What the hell, my wife Carol, older daughter, Jennifer, younger son, Curt, and I piled into my van at 3:40 AM Monday headed to Fairfield, IL. We packed the van with beverages, sausage and cheese and enough snacks for 24+ hours. It was a foggy trip down I57 but optimism prevailed. We arrived at the fairgrounds at 9:15 AM and backed into our grassy area along the race track on the other side of the fence. We were about the 10th car to arrive. We were glad the sun had come out but I was a little shocked that there were only 2 porta-poddies and no indoor facilities available. With several hundred people eventually arriving, I thought the lines might get too long, but that never materialized. My guess is that people used some of the local establishments.

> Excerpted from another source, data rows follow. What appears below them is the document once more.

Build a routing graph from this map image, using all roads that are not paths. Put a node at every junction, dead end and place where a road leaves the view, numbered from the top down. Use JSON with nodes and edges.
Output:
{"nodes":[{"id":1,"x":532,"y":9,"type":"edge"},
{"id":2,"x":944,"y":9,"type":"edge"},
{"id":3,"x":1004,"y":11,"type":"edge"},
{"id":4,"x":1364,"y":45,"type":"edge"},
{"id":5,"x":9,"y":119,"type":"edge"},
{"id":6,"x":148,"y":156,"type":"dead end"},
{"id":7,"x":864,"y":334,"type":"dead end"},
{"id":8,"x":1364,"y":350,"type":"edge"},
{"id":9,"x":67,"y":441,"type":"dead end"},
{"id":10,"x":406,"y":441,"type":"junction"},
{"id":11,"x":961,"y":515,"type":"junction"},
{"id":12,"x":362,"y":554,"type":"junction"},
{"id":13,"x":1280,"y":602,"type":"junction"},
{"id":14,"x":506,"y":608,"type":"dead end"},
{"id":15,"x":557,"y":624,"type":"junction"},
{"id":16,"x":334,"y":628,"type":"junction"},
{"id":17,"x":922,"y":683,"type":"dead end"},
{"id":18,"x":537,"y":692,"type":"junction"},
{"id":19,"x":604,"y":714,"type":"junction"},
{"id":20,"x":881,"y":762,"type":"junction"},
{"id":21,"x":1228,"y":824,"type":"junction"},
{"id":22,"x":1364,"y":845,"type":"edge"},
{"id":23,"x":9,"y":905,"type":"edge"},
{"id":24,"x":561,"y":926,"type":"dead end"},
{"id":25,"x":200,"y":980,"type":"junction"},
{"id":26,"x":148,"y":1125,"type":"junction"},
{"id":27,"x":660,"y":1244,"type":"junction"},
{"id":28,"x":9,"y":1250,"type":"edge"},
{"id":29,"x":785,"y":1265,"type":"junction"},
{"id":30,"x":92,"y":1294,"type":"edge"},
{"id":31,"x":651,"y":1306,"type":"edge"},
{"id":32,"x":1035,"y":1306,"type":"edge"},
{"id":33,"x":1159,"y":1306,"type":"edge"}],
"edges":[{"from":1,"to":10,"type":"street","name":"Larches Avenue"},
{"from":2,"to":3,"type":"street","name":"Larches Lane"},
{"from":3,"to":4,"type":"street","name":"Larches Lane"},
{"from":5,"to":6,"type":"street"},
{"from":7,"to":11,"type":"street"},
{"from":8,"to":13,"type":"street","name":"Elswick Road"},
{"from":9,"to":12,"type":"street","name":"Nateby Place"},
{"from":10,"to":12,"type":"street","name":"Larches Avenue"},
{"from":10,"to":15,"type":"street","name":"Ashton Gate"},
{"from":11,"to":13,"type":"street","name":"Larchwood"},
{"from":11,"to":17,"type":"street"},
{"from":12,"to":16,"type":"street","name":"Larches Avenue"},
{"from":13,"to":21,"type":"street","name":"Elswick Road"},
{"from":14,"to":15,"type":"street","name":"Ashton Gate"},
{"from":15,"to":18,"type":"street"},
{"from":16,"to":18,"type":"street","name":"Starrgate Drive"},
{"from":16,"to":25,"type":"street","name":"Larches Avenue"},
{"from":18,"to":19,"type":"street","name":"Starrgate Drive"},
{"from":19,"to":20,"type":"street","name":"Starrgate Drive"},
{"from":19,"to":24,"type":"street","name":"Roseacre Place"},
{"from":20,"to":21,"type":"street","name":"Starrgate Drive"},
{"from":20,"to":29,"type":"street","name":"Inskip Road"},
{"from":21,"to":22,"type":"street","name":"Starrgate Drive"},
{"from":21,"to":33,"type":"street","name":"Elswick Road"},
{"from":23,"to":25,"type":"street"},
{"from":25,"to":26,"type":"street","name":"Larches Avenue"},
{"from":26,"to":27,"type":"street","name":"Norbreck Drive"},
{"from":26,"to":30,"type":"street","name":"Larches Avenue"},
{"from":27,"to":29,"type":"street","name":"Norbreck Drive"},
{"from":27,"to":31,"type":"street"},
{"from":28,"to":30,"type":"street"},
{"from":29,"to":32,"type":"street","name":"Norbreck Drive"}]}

selfie of Jen, Curt & Carol and I in background, my shoes look enormous, Wayne County Fairgrounds Race Course in the background

Time seemed to slow but we chatted with the people in the cars on either side of us. We were surprised that one side was from Lombard, our adjacent suburb, and the other side was from Arlington Heights, also close by. As totality approached, we all noticed the dimming sunlight and cooler temperatures. At 2:01 PM totality started and it was amazing. Darkness descended and the planets Venus and Jupiter appeared in the sky. I was a little bummed that the park lights came on, but if I held my hat in front of me, I was able to shield my eyes from its glare. The Sun’s beautiful corona appeared and I noticed that it was more circular than when we saw a total eclipse in August, 2017 in Gallatin, TN. That eclipse was shorter (2+ minutes) and the corona had 3 spikes to it. I also noticed a pink prominence in the southern part of the sun’s disk. The picture below, taken by my son, confirms it.

Curt’s picture of the total eclipse event, note the solar prominence at the south

In 4 minutes it ended. I was amazed how bright the first point of light from the sun was and immediately reached for my eclipse glasses intended for partial eclipse viewing. I noticed that I didn’t get as emotional as I did during the August, 2017 eclipse. That might be due to being a little jaded as a multi-total eclipse viewer or just that I’m 7 years older.

We waited about 40 minutes before packing up and heading home. The last eclipse taught is not to try to be the first ones out of the park. Travel was initially good but I57 was stop and go until north of Champaign, IL. Here we are at the back of our van.

Curt, Jen, Carol and I after the event

We didn’t roll into our driveway until 8:30 PM. It was a long 17 hour day with 561 miles of total travel. The traffic going home added almost 2 hours to our travel time. Maybe this time we should have pulled a “Griswold’s departure” and exited the park quickly.

I was happy to hear that my older son, Jay, and his 2 sons, Ian and Ryan were able to view a shortened total eclipse of 90 seconds from his father-in-law’s property near Greenup, IL So the Mueller family was well represented at the total eclipse with a father, mother, 3 kids and 2 grandkids.

MASS members also took in the partial eclipse event from the Chicago area. I saw Beth and her family posting on Facebook and Dean sent me pictures that he took of the event. Keith also sent me pictures of his family viewing the event.

Near maximum of the partial eclipse from Chicago area by Dean

Not sure I’ll be around to view another total solar eclipse, but I’m happy that I got out to watch this one with my family. And I have the T-shirts to prove that I was there in April 2024 and August 2017.